*Problem description*: Copy out each line of the data that holds the word "Lehman".
***** Source data *****
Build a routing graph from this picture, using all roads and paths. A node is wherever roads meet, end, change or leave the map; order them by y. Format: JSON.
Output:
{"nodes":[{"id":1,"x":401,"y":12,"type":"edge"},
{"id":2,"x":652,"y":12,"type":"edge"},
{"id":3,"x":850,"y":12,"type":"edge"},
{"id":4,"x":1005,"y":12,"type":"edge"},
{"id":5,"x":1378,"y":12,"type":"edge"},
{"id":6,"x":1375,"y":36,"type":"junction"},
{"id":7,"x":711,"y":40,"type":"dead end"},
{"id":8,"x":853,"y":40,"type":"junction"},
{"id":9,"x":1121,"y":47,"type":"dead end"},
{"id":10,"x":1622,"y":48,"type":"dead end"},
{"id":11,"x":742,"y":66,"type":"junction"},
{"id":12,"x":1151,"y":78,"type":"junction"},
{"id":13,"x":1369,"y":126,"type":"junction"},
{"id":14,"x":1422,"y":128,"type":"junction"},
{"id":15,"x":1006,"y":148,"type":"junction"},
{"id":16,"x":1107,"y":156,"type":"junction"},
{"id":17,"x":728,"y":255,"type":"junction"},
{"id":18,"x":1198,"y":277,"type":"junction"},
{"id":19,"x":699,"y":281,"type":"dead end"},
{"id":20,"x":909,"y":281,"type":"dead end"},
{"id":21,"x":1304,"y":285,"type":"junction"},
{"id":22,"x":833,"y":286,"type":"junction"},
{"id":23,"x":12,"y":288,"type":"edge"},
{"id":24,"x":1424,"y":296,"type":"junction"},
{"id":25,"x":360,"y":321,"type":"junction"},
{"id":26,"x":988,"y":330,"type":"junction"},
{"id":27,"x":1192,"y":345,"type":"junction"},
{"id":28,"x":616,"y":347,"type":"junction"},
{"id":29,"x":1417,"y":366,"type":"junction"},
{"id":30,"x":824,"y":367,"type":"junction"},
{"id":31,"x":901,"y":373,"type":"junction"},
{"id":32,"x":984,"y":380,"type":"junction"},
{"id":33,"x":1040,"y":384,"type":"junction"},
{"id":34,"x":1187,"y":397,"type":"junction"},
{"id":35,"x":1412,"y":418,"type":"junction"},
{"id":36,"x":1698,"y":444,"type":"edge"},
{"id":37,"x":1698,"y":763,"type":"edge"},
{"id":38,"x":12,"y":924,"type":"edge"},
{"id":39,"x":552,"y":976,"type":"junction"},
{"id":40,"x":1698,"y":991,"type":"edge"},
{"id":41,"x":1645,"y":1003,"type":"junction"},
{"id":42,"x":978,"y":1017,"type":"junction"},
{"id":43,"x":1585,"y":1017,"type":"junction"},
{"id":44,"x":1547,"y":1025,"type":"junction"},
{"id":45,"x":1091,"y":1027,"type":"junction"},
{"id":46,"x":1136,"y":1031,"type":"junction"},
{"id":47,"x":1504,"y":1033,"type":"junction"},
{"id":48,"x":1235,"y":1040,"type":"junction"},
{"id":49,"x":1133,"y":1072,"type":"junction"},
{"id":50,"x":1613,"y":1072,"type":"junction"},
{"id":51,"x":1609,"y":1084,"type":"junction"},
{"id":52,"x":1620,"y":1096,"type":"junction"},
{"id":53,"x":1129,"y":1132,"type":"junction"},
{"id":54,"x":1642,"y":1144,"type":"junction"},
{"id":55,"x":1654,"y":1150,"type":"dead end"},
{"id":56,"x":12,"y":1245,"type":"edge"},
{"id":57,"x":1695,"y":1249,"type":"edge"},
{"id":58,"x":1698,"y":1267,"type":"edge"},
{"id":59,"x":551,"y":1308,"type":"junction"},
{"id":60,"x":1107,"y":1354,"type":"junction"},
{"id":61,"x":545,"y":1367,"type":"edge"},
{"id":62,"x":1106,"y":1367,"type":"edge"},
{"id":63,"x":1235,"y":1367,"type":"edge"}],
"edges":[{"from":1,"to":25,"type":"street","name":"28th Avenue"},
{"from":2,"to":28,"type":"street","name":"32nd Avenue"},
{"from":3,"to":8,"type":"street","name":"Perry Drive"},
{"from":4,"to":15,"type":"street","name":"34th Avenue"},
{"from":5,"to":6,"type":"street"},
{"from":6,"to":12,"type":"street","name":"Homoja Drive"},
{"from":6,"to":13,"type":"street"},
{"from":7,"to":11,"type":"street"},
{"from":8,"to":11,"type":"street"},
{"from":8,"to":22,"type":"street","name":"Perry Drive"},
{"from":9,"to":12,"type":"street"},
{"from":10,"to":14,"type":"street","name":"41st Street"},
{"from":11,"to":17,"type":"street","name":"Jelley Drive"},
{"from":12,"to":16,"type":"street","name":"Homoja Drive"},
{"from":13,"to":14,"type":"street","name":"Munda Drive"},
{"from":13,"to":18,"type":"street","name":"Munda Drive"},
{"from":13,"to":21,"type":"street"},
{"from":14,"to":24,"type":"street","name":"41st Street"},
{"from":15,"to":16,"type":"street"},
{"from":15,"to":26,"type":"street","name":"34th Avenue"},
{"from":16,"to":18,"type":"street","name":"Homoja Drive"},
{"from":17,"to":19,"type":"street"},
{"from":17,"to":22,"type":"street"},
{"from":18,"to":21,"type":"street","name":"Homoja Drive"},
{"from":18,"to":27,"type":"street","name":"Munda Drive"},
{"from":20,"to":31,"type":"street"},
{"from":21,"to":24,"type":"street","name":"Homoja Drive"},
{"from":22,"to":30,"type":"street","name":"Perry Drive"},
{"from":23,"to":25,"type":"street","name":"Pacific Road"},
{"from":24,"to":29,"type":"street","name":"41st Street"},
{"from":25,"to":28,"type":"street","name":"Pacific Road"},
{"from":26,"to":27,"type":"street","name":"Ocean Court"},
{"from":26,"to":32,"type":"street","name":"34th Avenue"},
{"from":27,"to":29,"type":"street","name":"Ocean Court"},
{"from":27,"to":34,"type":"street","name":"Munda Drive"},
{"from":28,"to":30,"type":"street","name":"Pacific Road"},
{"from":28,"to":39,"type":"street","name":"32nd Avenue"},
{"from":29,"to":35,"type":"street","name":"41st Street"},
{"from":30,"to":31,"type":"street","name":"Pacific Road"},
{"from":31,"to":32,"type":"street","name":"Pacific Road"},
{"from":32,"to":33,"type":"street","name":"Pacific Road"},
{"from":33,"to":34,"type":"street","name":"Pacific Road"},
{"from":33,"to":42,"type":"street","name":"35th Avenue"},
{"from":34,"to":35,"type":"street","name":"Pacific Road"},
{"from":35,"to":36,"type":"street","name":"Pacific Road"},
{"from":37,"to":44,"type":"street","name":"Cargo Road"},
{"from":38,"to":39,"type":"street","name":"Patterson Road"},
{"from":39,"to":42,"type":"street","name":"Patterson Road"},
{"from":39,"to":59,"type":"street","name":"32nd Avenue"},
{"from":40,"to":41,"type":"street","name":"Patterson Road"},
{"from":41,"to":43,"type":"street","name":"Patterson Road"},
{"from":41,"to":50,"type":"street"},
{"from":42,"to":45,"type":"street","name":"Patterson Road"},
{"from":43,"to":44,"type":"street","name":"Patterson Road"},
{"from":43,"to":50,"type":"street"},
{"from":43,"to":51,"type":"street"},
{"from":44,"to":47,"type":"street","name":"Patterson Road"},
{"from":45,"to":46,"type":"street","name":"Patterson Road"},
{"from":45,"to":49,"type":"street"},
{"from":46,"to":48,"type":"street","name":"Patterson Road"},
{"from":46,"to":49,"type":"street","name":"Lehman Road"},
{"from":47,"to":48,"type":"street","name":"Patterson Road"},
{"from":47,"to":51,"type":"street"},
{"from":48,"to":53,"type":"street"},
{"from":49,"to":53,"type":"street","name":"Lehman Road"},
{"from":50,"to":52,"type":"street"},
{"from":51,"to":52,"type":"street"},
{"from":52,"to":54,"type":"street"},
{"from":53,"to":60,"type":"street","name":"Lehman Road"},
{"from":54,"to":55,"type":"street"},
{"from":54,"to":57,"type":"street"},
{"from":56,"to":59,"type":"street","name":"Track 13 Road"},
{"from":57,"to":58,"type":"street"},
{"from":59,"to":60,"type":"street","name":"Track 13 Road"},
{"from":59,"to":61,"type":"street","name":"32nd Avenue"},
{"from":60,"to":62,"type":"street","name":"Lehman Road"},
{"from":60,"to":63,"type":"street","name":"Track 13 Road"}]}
*****
*Answer to the problem*:
{"from":46,"to":49,"type":"street","name":"Lehman Road"},
{"from":49,"to":53,"type":"street","name":"Lehman Road"},
{"from":53,"to":60,"type":"street","name":"Lehman Road"},
{"from":60,"to":62,"type":"street","name":"Lehman Road"},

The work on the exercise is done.